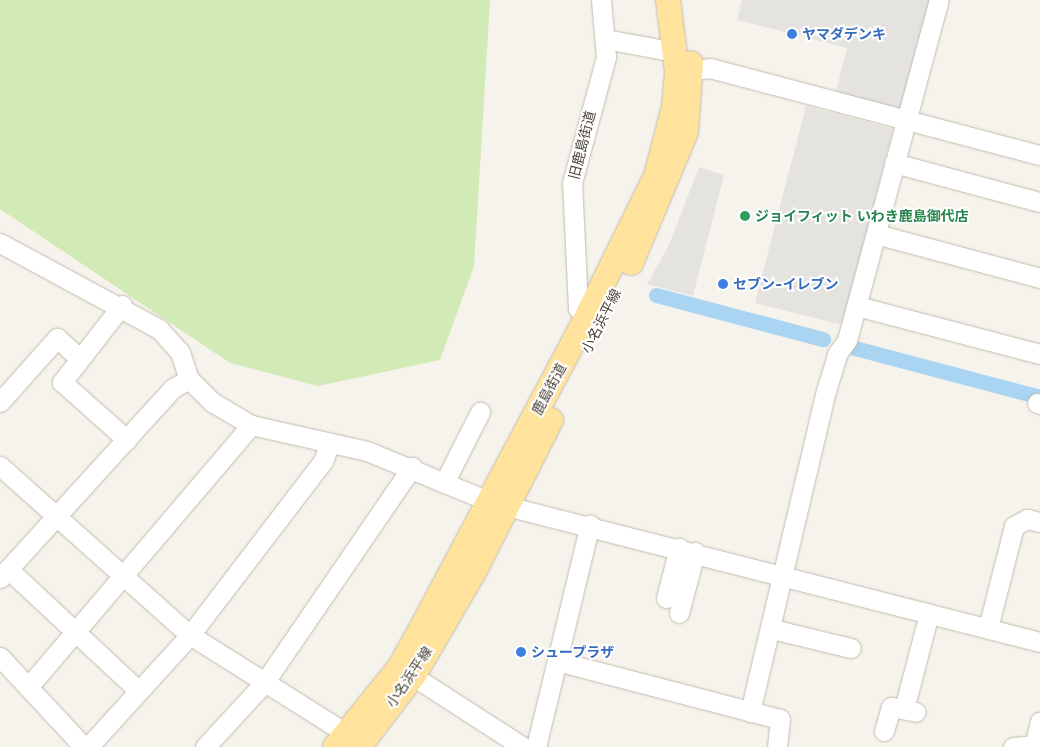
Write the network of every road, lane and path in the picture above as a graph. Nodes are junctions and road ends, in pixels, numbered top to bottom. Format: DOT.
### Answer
graph roads {
  1 [pos="602,0"];
  2 [pos="668,0"];
  3 [pos="682,0"];
  4 [pos="939,0"];
  5 [pos="605,39"];
  6 [pos="681,65"];
  7 [pos="906,121"];
  8 [pos="1040,156"];
  9 [pos="894,163"];
  10 [pos="1040,202"];
  11 [pos="876,234"];
  12 [pos="0,243"];
  13 [pos="1040,278"];
  14 [pos="122,305"];
  15 [pos="857,306"];
  16 [pos="586,318"];
  17 [pos="1040,354"];
  18 [pos="80,358"];
  19 [pos="189,379"];
  20 [pos="0,402"];
  21 [pos="480,412"];
  22 [pos="251,425"];
  23 [pos="127,440"];
  24 [pos="330,443"];
  25 [pos="0,466"];
  26 [pos="412,467"];
  27 [pos="444,483"];
  28 [pos="499,504"];
  29 [pos="58,518"];
  30 [pos="1040,522"];
  31 [pos="590,524"];
  32 [pos="687,550"];
  33 [pos="4,574"];
  34 [pos="124,576"];
  35 [pos="782,576"];
  36 [pos="666,598"];
  37 [pos="679,613"];
  38 [pos="930,614"];
  39 [pos="988,628"];
  40 [pos="772,629"];
  41 [pos="75,632"];
  42 [pos="190,635"];
  43 [pos="1040,642"];
  44 [pos="851,648"];
  45 [pos="0,658"];
  46 [pos="556,660"];
  47 [pos="406,671"];
  48 [pos="264,683"];
  49 [pos="29,686"];
  50 [pos="139,691"];
  51 [pos="750,712"];
  52 [pos="1040,722"];
  53 [pos="884,731"];
  54 [pos="351,743"];
  55 [pos="1034,746"];
  56 [pos="84,747"];
  57 [pos="88,747"];
  58 [pos="205,747"];
  59 [pos="523,747"];
  60 [pos="536,747"];
  61 [pos="777,747"];
  62 [pos="1013,747"];
  1 -- 5 [label="street, 旧鹿島街道"];
  2 -- 6 [label="main road, 鹿島街道"];
  3 -- 6 [label="main road, 小名浜平線"];
  4 -- 7 [label="street"];
  5 -- 6 [label="street"];
  5 -- 16 [label="street, 旧鹿島街道"];
  6 -- 7 [label="street"];
  6 -- 16 [label="main road, 鹿島街道"];
  6 -- 28 [label="main road, 小名浜平線"];
  7 -- 8 [label="street"];
  7 -- 9 [label="street"];
  9 -- 10 [label="street"];
  9 -- 11 [label="street"];
  11 -- 13 [label="street"];
  11 -- 15 [label="street"];
  12 -- 14 [label="street"];
  14 -- 18 [label="street"];
  14 -- 19 [label="street"];
  15 -- 17 [label="street"];
  15 -- 35 [label="street"];
  16 -- 28 [label="main road, 鹿島街道"];
  18 -- 20 [label="street"];
  18 -- 23 [label="street"];
  19 -- 22 [label="street"];
  19 -- 23 [label="street"];
  21 -- 27 [label="street"];
  22 -- 24 [label="street"];
  22 -- 34 [label="street"];
  23 -- 29 [label="street"];
  24 -- 26 [label="street"];
  24 -- 42 [label="street"];
  25 -- 29 [label="street"];
  26 -- 27 [label="street"];
  26 -- 48 [label="street"];
  27 -- 28 [label="street"];
  28 -- 31 [label="street"];
  28 -- 47 [label="main road, 小名浜平線"];
  29 -- 33 [label="street"];
  29 -- 34 [label="street"];
  30 -- 39 [label="street"];
  31 -- 32 [label="street"];
  31 -- 46 [label="street"];
  32 -- 35 [label="street"];
  32 -- 36 [label="street"];
  32 -- 37 [label="street"];
  33 -- 41 [label="street"];
  34 -- 41 [label="street"];
  34 -- 42 [label="street"];
  35 -- 38 [label="street"];
  35 -- 40 [label="street"];
  38 -- 39 [label="street"];
  38 -- 53 [label="street"];
  39 -- 43 [label="street"];
  40 -- 44 [label="street"];
  40 -- 51 [label="street"];
  41 -- 49 [label="street"];
  41 -- 50 [label="street"];
  42 -- 48 [label="street"];
  42 -- 50 [label="street"];
  45 -- 49 [label="street"];
  46 -- 51 [label="street"];
  46 -- 60 [label="street"];
  47 -- 54 [label="main road, 小名浜平線"];
  47 -- 59 [label="street"];
  48 -- 54 [label="street"];
  48 -- 58 [label="street"];
  49 -- 56 [label="street"];
  50 -- 57 [label="street"];
  51 -- 61 [label="street"];
  52 -- 55 [label="street"];
  55 -- 62 [label="street"];
}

### What you need to do
Every line in the listing above that mentions "小名浜平線" should be returned.

### Solution to this problem
  3 -- 6 [label="main road, 小名浜平線"];
  6 -- 28 [label="main road, 小名浜平線"];
  28 -- 47 [label="main road, 小名浜平線"];
  47 -- 54 [label="main road, 小名浜平線"];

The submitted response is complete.